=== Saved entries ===

- - - - - - -

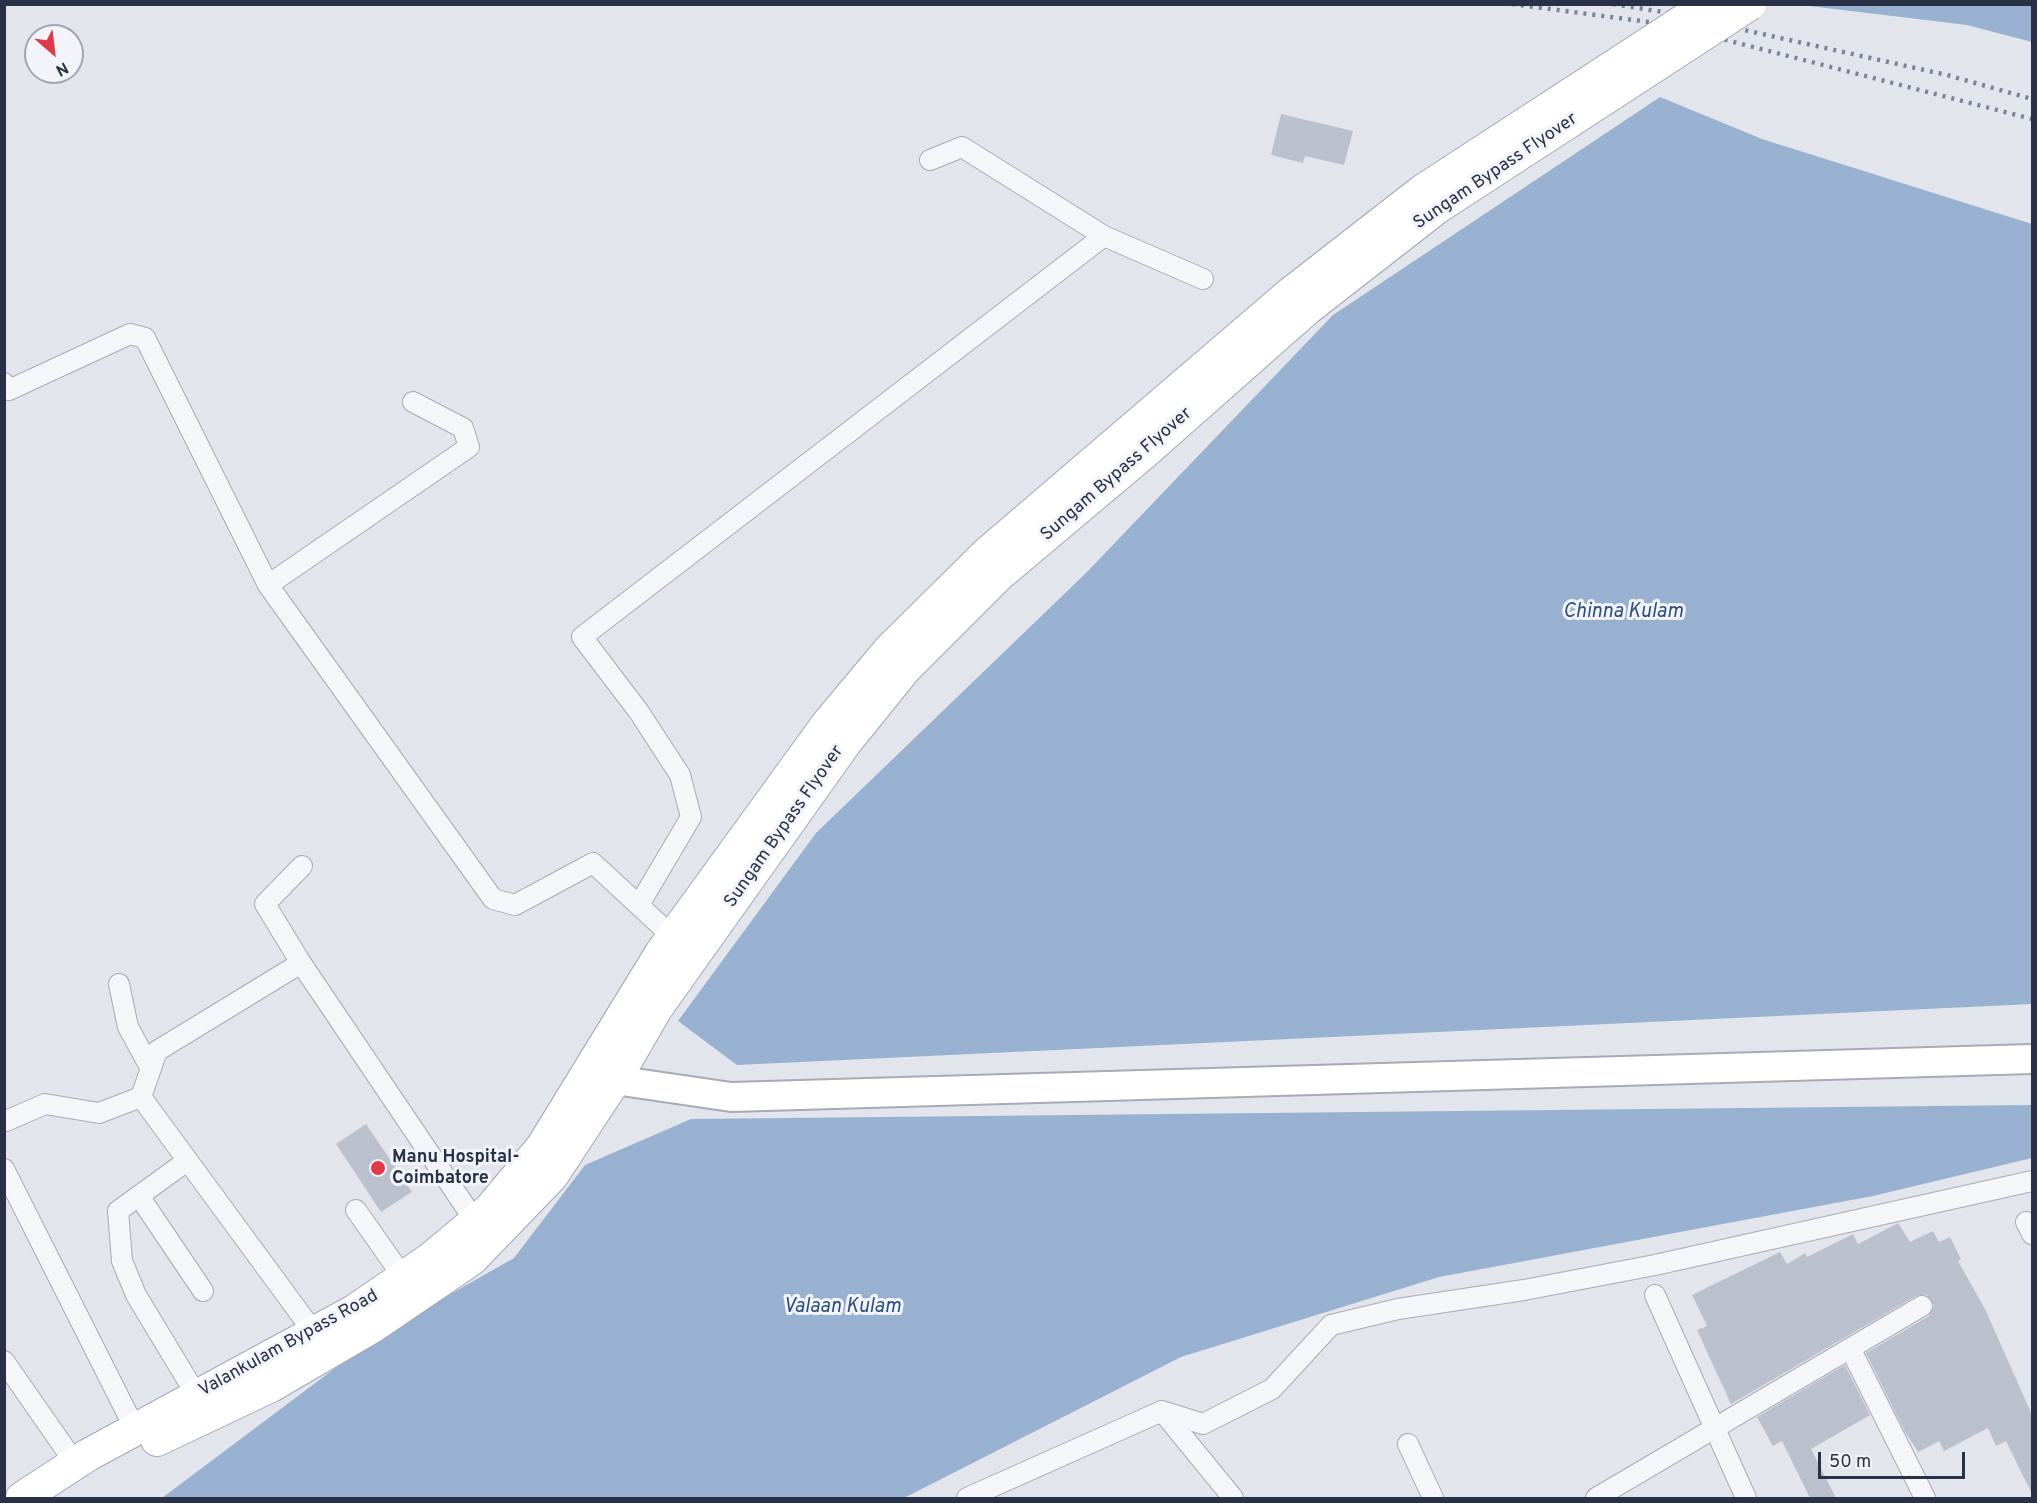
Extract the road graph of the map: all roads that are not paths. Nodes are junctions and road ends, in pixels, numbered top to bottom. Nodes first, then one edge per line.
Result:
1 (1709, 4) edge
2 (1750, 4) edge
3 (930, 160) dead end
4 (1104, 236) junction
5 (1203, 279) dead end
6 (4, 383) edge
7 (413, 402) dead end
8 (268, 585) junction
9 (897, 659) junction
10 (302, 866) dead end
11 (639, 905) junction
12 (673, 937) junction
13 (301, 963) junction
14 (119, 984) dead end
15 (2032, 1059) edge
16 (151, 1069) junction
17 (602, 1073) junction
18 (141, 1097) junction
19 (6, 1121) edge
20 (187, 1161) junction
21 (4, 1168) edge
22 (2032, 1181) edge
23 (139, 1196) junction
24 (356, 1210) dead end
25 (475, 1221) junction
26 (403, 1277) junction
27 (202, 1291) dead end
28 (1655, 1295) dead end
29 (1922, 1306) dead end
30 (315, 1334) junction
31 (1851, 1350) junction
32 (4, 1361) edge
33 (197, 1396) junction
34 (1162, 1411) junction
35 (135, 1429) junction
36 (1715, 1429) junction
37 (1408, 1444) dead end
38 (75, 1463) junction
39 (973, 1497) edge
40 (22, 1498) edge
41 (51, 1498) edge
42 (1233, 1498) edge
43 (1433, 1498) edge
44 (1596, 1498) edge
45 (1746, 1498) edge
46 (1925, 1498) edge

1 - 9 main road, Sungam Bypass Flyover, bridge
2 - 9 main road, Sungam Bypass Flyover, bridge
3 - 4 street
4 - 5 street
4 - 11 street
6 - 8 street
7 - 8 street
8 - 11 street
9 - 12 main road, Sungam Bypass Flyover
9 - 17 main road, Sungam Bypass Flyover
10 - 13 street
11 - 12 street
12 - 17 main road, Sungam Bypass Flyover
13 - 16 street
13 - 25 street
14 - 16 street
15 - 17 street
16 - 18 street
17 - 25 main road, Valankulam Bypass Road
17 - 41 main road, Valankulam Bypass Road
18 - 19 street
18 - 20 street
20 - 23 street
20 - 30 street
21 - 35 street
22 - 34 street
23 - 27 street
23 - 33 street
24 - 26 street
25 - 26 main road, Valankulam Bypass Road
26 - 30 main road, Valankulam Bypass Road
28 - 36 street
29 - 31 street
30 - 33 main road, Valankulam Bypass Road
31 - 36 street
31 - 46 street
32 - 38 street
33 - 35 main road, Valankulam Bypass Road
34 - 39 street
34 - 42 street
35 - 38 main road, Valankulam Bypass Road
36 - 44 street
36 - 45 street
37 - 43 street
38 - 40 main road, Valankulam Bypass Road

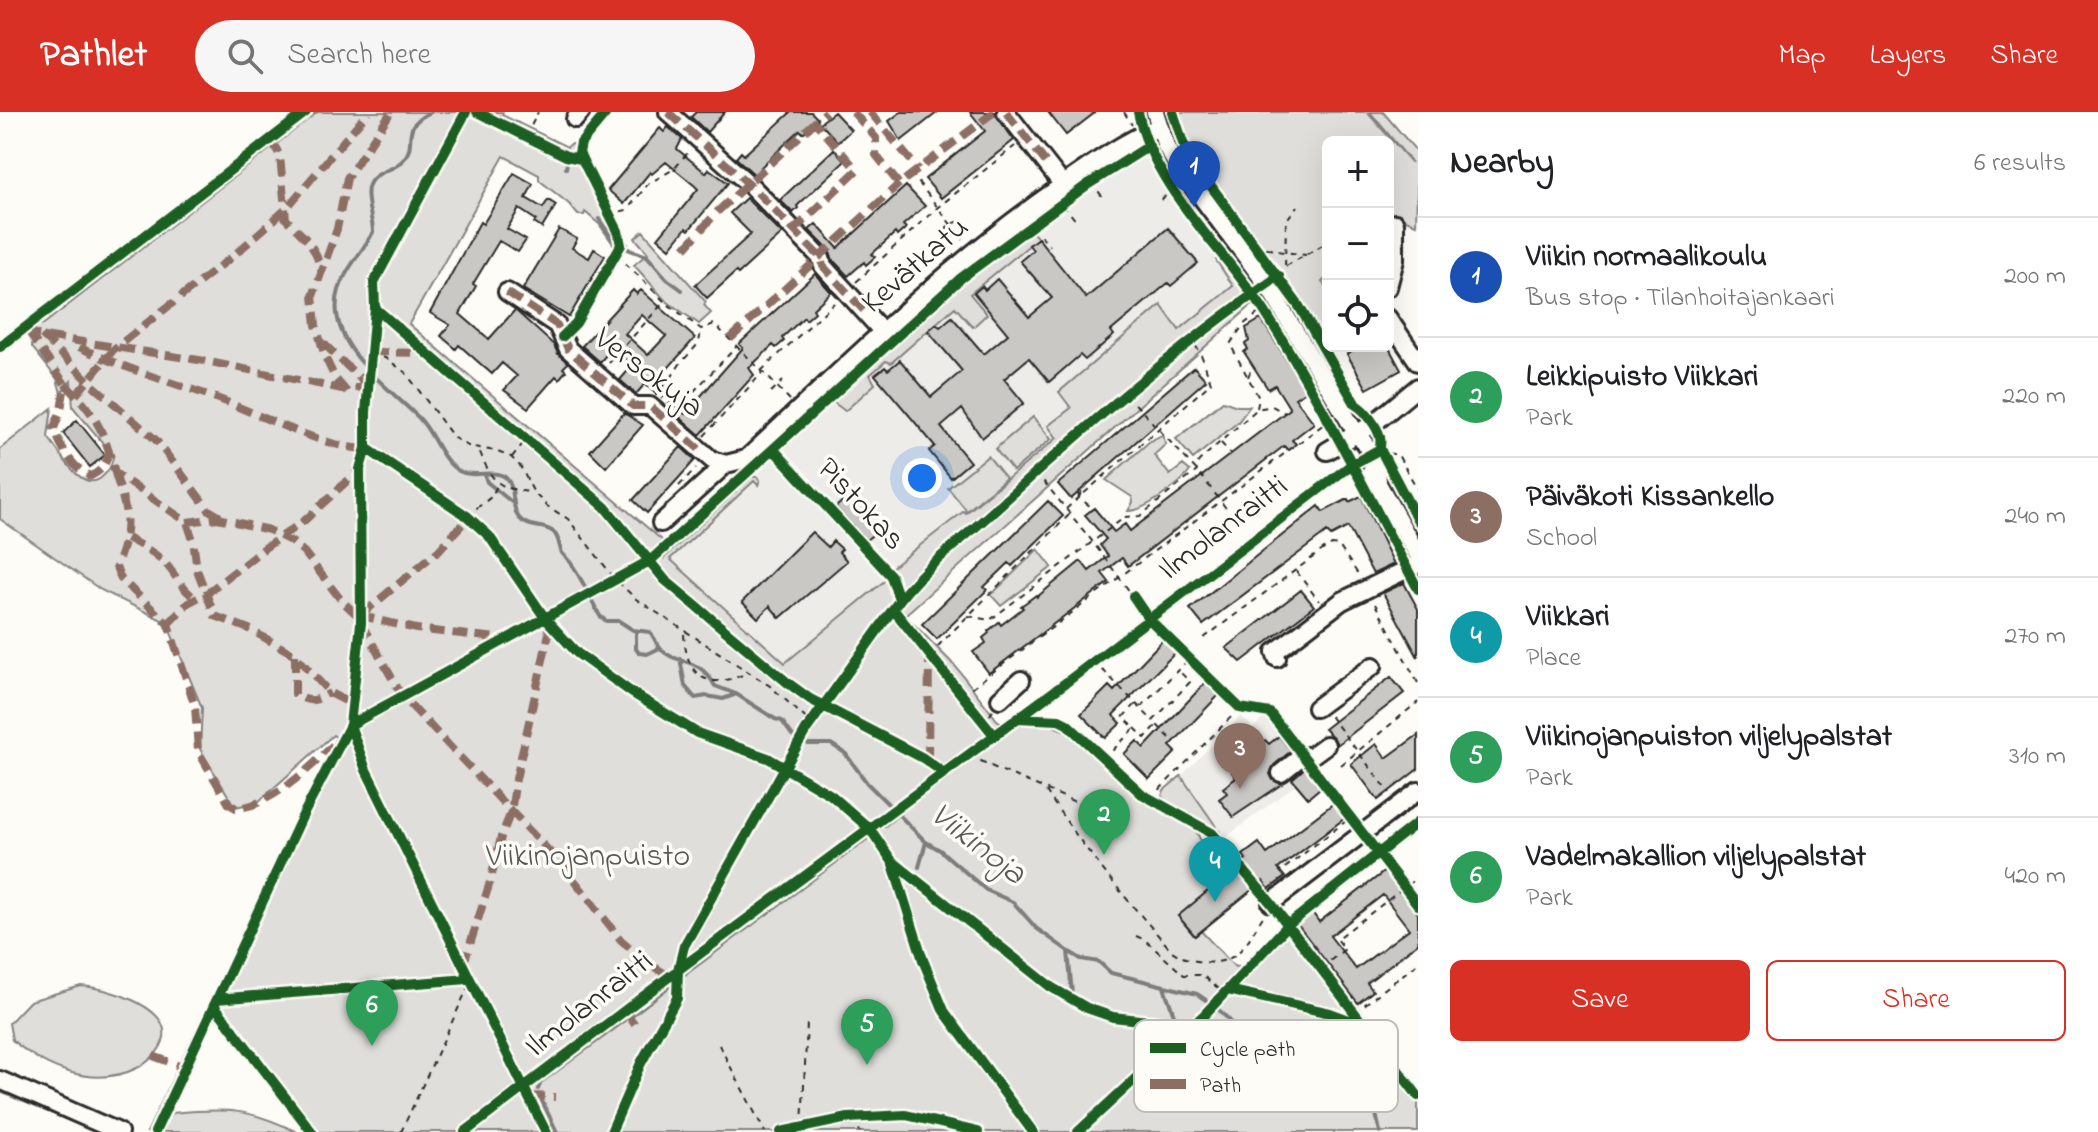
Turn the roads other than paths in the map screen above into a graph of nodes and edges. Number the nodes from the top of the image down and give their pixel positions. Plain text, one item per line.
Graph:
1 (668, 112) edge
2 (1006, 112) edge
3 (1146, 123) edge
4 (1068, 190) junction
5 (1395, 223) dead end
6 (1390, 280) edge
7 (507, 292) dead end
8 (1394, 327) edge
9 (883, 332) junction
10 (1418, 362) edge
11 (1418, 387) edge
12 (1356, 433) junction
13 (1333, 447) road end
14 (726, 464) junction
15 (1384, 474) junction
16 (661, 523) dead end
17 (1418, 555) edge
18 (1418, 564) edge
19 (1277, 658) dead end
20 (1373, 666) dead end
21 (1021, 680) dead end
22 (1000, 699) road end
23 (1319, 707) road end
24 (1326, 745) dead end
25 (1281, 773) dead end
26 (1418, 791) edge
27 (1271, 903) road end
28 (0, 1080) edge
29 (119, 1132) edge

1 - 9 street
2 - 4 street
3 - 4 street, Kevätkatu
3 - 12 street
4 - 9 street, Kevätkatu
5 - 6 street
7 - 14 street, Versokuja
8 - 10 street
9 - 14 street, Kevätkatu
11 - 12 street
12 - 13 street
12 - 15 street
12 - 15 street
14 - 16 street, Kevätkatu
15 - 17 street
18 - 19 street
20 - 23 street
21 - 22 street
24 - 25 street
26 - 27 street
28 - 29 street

- - - - - - -

=== Goal of the exercise ===
Find every line in the records that uses the string "Sungam", then copy it.

=== Answer box ===
1 - 9 main road, Sungam Bypass Flyover, bridge
2 - 9 main road, Sungam Bypass Flyover, bridge
9 - 12 main road, Sungam Bypass Flyover
9 - 17 main road, Sungam Bypass Flyover
12 - 17 main road, Sungam Bypass Flyover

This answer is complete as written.